2. In whole-rock characteristics, the SiO2-poor juvenile clasts have higher 87Sr/86Sr (0.70856±0.00001 of the dark pumice and 0.70738±0.00001 of the scoria) than the white pumice (0.70597±0.00001).
3. An-contents of plagioclase cores in the white and dark pumices show bimodal distributions with peaks of An45 and An80, while the scoria contains solely high-An (>An65) plagioclase.
4. In plagioclase phenocrysts of the Aira juvenile clasts, Sr isotopic ratios of the high- and low-An plagioclase cores are different (0.70680±0.00117 and 0.70575±0.00040, respectively).
5. Basement rocks beneath the Aira caldera consist of Shimanto sediments and Miocene granites.
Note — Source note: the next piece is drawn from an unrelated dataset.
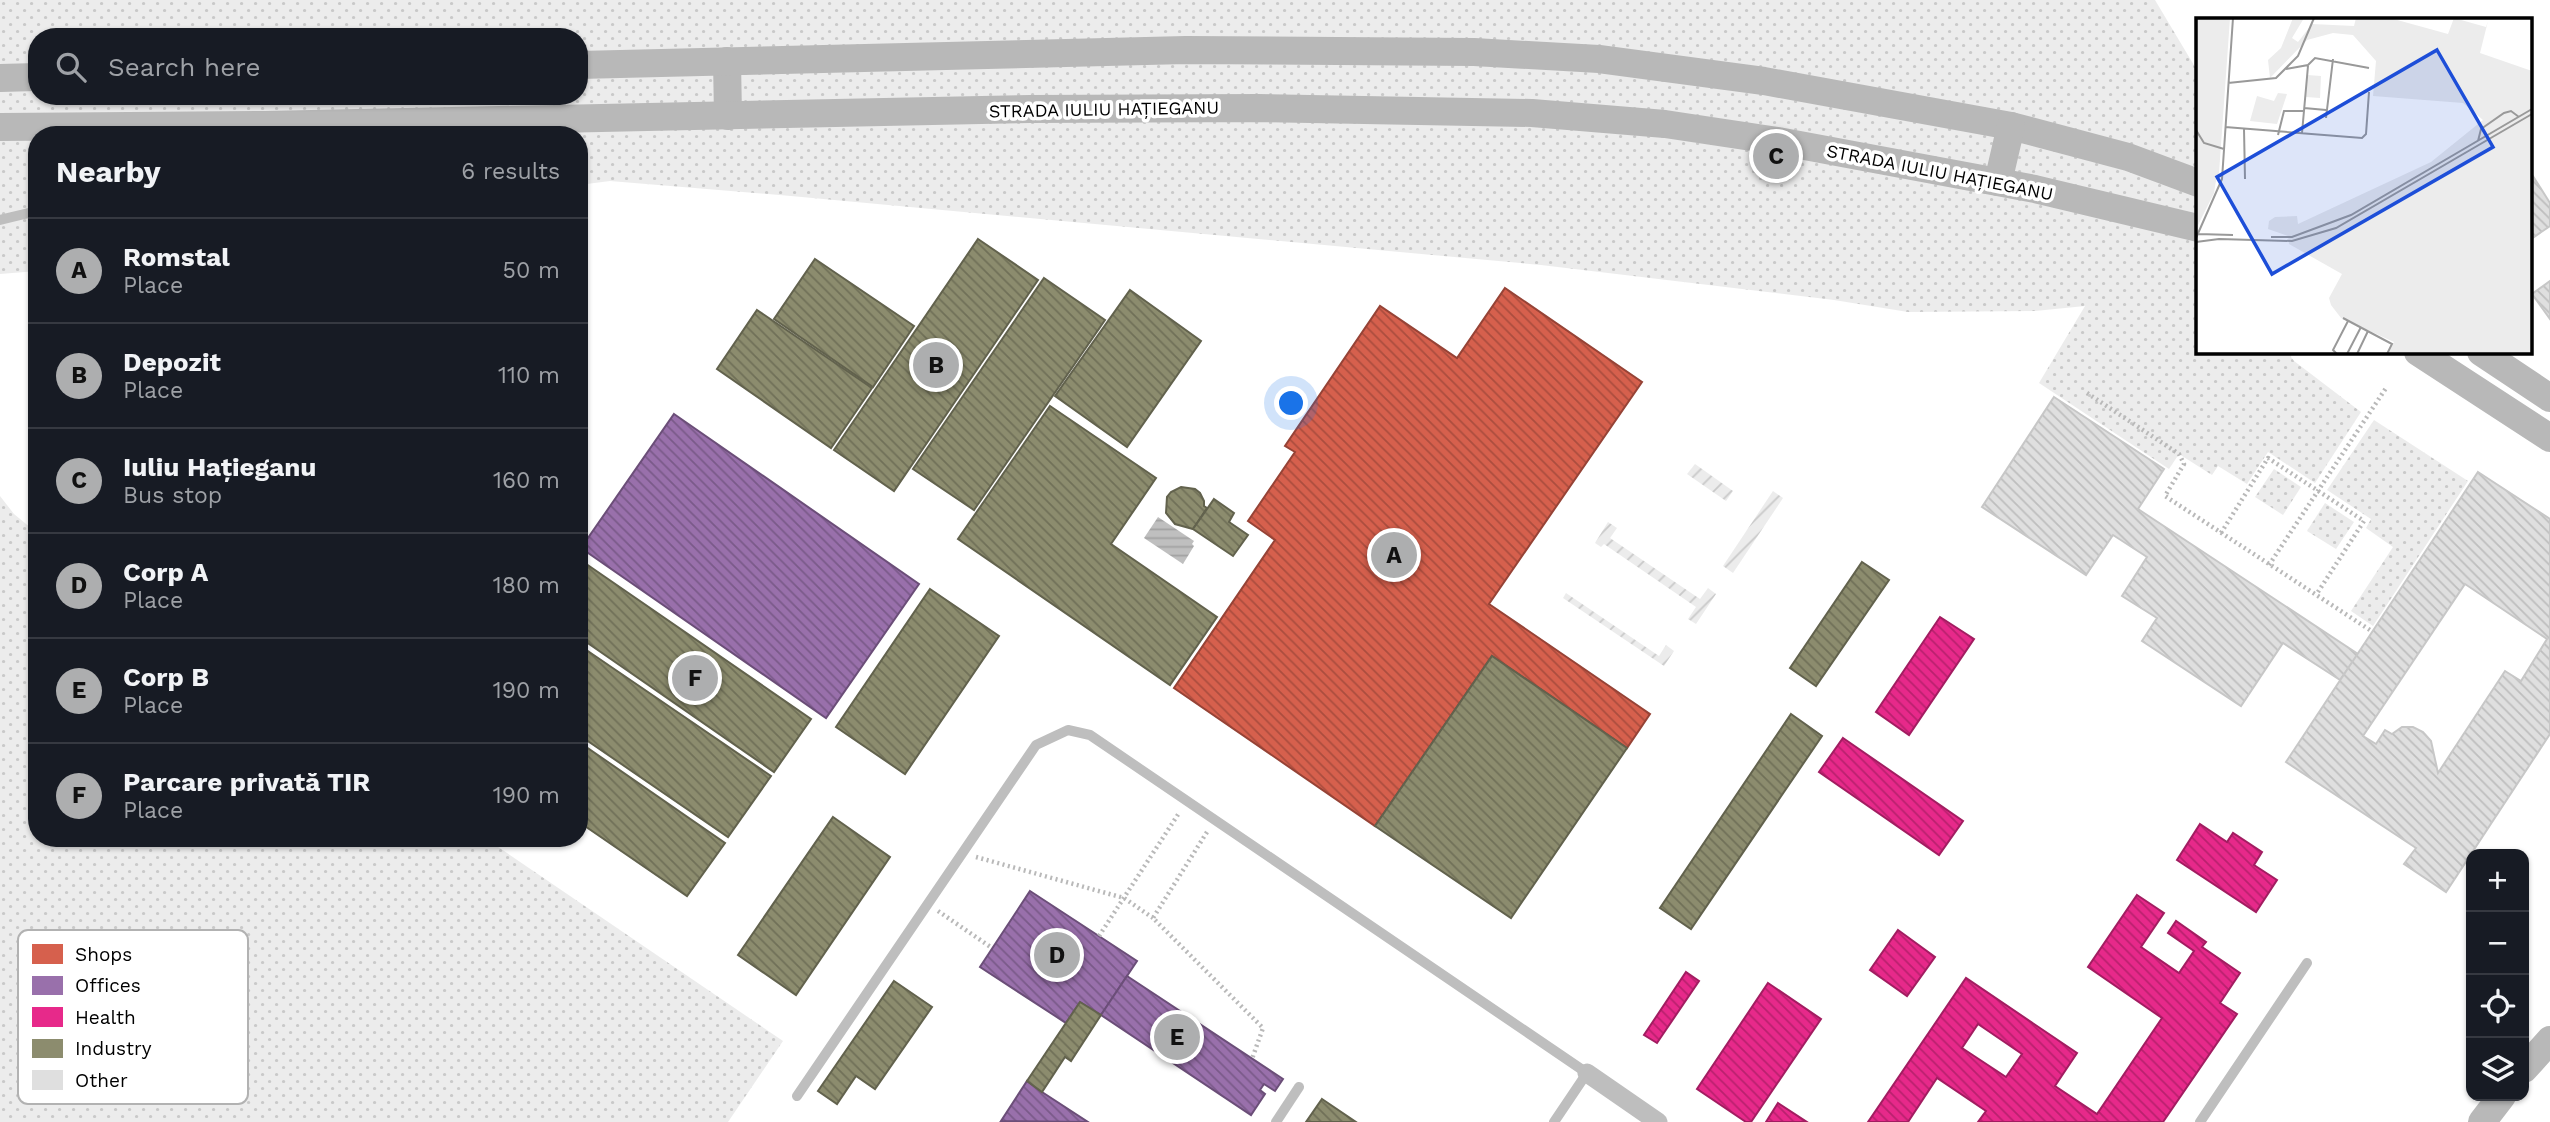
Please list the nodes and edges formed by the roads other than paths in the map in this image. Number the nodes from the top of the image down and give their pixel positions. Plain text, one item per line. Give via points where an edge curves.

These materials have much higher 87Sr/86Sr (Shimanto sediments: >0.70965; Miocene granites: >0.70885) than the Aira juvenile clasts.
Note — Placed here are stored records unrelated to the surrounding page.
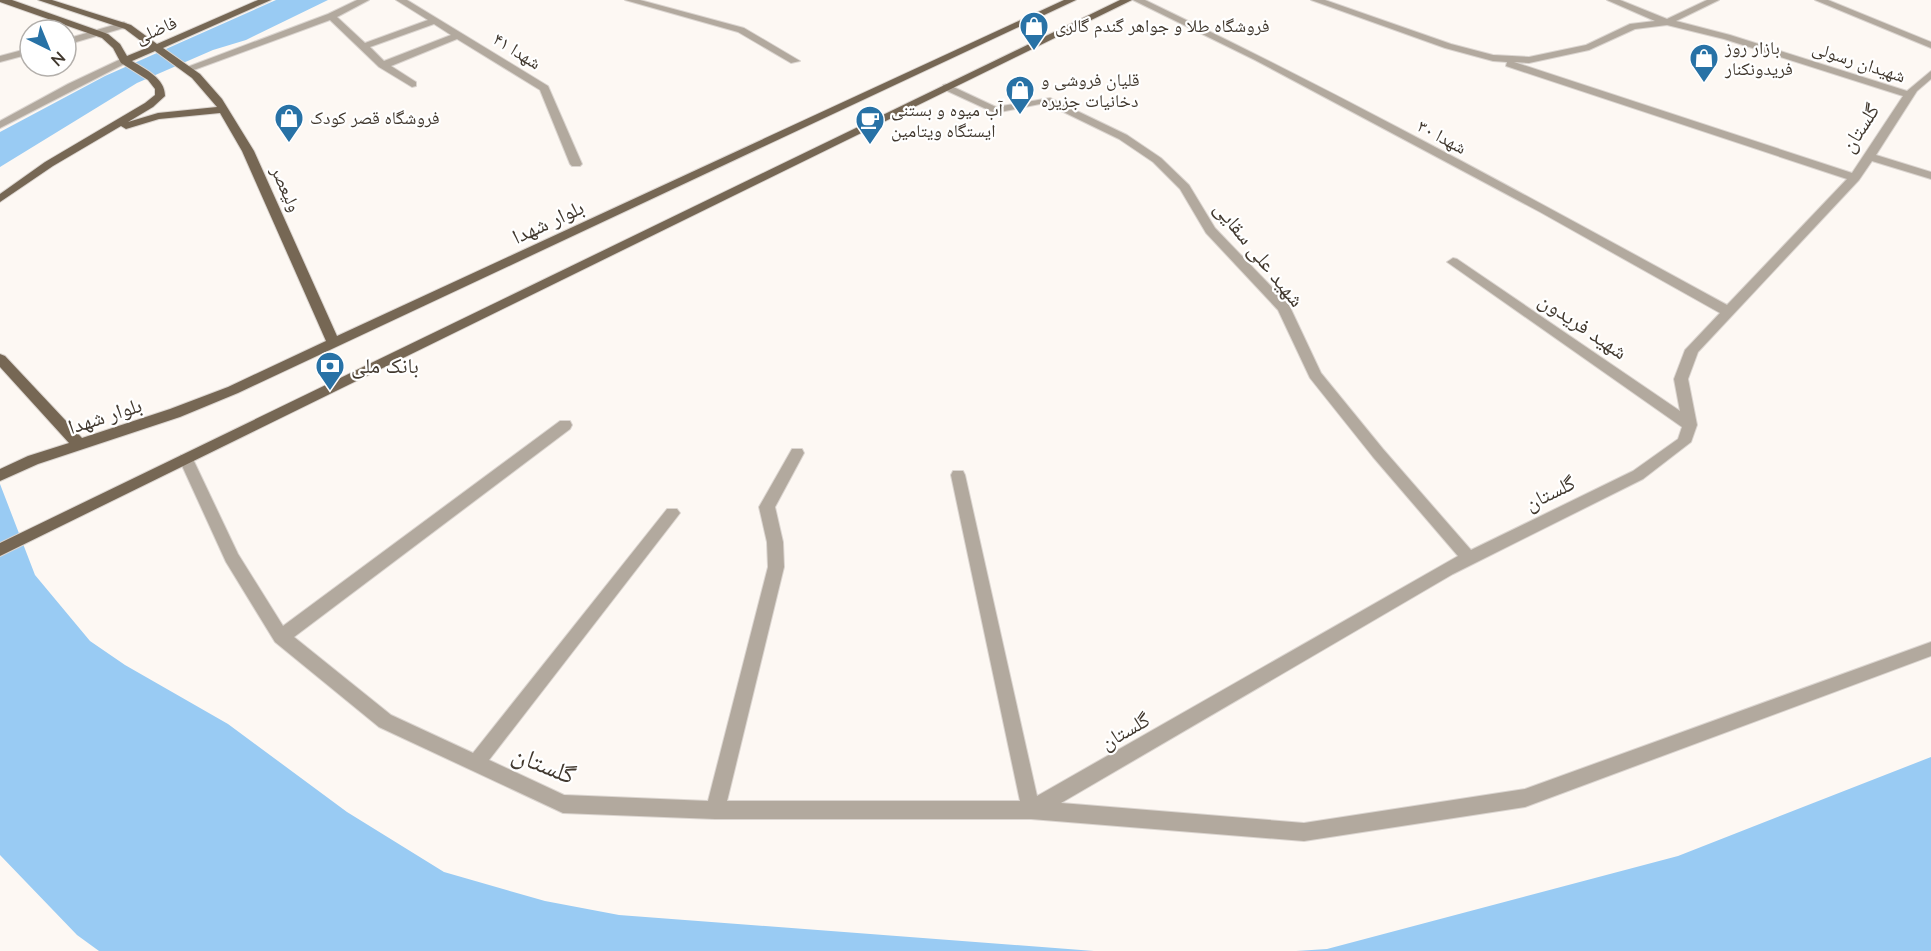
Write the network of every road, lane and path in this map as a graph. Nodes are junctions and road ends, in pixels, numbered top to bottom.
1 (3, 0) edge
2 (43, 0) edge
3 (266, 0) edge
4 (364, 0) edge
5 (401, 0) edge
6 (630, 0) edge
7 (1071, 0) edge
8 (1127, 0) edge
9 (1138, 0) edge
10 (1316, 0) edge
11 (1612, 0) edge
12 (1714, 0) edge
13 (1820, 0) edge
14 (331, 16) junction
15 (435, 21) junction
16 (1667, 22) junction
17 (124, 25) junction
18 (98, 33) junction
19 (458, 35) junction
20 (78, 39) edge
21 (1931, 45) edge
22 (365, 46) junction
23 (156, 49) junction
24 (18, 54) edge
25 (1493, 58) junction
26 (0, 59) edge
27 (795, 61) dead end
28 (127, 62) junction
29 (383, 65) junction
30 (184, 68) junction
31 (1931, 74) edge
32 (412, 84) dead end
33 (947, 87) junction
34 (1910, 95) junction
35 (223, 110) junction
36 (0, 125) edge
37 (821, 132) junction
38 (91, 140) junction
39 (1869, 156) junction
40 (576, 164) dead end
41 (1931, 176) edge
42 (1855, 178) junction
43 (0, 199) edge
44 (1453, 262) dead end
45 (1727, 311) junction
46 (333, 343) junction
47 (0, 359) edge
48 (565, 425) dead end
49 (1690, 425) junction
50 (80, 445) junction
51 (797, 453) dead end
52 (186, 459) junction
53 (0, 475) edge
54 (958, 475) dead end
55 (672, 513) dead end
56 (0, 550) edge
57 (1469, 558) junction
58 (281, 637) junction
59 (1931, 649) edge
60 (476, 763) junction
61 (715, 810) junction
62 (1031, 810) junction

1 - 18 main road
2 - 17 main road
3 - 23 main road, فاضلی
4 - 14 street
5 - 15 street, شهدا ۴۱
6 - 27 street
7 - 37 main road, بلوار شهدا
8 - 33 main road, بلوار شهدا
9 - 45 street, شهدا ۳۰
10 - 25 street, شهیدان رسولی
11 - 16 street
12 - 16 street
13 - 21 street
14 - 22 street
14 - 30 street
15 - 19 street, شهدا ۴۱
15 - 22 street
16 - 25 street, شهیدان رسولی
16 - 34 street, شهیدان رسولی
17 - 18 street
17 - 23 main road
18 - 20 street
18 - 28 main road
19 - 29 street
19 - 40 street, شهدا ۴۱
22 - 29 street
23 - 28 main road, فاضلی
23 - 30 main road, ولیعصر
24 - 26 street
25 - 42 street
28 - 36 street
28 - 38 main road
29 - 32 street
30 - 35 main road, ولیعصر
31 - 34 street, گلستان
33 - 37 main road, بلوار شهدا
33 - 57 street, شهید علی سقایی
34 - 39 street, گلستان
35 - 38 main road
35 - 46 main road, ولیعصر
37 - 46 main road, بلوار شهدا
37 - 52 main road, بلوار شهدا
38 - 43 main road
39 - 41 street
39 - 42 street, گلستان
42 - 45 street, گلستان
44 - 49 street, شهید فریدون
45 - 49 street, گلستان
46 - 50 main road, بلوار شهدا
47 - 50 main road
48 - 58 street
49 - 57 street, گلستان
50 - 53 main road, بلوار شهدا
51 - 61 street
52 - 56 main road, بلوار شهدا
52 - 58 street, گلستان
54 - 62 street
55 - 60 street
57 - 62 street, گلستان
58 - 60 street, گلستان
59 - 62 street, گلستان
60 - 61 street, گلستان
61 - 62 street, گلستان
6. Pre-caldera basaltic lavas, which are the most SiO2-poor ejecta around the Aira caldera, have lower 87Sr/86Sr (0.70425-0.70469) than the Aira juvenile clasts.
The above features suggest that voluminous silicic magma bearing the white pumices in the Aira CCF eruption was produced by mixing between low-87Sr/86Sr felsic and high-87Sr/86Sr mafic magmas, crystallizing the low- and high-An plagioclase, respectively. The low-87Sr/86Sr felsic magma was distinguished from both the upper crust and pre-caldera basaltic materials in 87Sr/86Sr characteristics. If the basaltic materials show the mantle signature, the low-87Sr/86Sr felsic magma was derived from a lower crust material. The geochemical signature of the high-87Sr/86Sr mafic magma can be explained by assimilation of high 87Sr/86Sr upper crust materials. The lowest 87Sr/86Sr recorded in the high-An plagioclase is higher than the whole-rock 87Sr/86Sr of the pre-caldera basalts, suggesting the mafic end-member magma for the Aira CCF eruption was the lower crust origin. A frequency ratio of the low- to high-An plagioclase in the white pumice proposed that the mixing ratio of the felsic and mafic magmas was estimated at a ratio of ~8:2, which is consistent with whole-rock 87Sr/86Sr variations of the white pumice. In conclusion, the crust-derived low-87Sr/86Sr felsic and high-87Sr/86Sr mafic magmas had contributed to the formation of voluminous magma discharged by the Aira CCF eruption.